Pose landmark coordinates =
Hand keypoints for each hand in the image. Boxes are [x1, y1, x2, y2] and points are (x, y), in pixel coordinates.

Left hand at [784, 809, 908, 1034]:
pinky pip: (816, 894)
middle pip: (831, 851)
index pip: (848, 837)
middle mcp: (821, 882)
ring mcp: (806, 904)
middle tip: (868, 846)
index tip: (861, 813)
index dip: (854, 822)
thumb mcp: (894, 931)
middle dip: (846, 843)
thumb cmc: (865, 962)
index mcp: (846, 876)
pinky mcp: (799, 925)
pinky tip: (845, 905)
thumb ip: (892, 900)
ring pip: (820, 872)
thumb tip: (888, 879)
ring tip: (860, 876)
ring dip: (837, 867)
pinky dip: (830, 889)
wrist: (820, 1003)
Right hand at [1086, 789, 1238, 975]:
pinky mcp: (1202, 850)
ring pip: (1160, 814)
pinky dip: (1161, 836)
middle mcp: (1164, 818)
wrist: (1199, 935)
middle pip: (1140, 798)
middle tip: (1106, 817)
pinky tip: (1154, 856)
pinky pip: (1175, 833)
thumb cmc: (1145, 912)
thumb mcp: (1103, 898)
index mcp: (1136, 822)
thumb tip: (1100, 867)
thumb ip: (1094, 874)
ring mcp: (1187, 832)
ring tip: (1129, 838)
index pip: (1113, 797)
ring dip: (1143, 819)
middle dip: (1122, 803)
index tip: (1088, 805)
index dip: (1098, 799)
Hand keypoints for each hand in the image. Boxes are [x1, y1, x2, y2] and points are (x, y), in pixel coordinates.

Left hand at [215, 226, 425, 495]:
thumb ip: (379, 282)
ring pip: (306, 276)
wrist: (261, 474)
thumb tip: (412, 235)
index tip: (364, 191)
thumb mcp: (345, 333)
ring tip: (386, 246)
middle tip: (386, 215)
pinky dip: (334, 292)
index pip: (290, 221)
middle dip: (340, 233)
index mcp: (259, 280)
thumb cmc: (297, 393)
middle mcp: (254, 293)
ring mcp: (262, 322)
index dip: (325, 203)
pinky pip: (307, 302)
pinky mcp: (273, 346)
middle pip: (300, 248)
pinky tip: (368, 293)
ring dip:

Your goal =
Search the records above for the string "thumb". Copy every line that contains it.

Exercise output =
thumb mcp: (894, 931)
thumb cmc: (865, 962)
thumb ip: (892, 900)
thumb tip: (888, 879)
thumb cmc: (1145, 912)
thumb mcp: (1103, 898)
thumb tip: (1100, 867)
thumb ip: (1094, 874)
thumb ip: (379, 282)
thumb tip: (412, 235)
thumb mcp: (345, 333)
thumb cmc: (297, 393)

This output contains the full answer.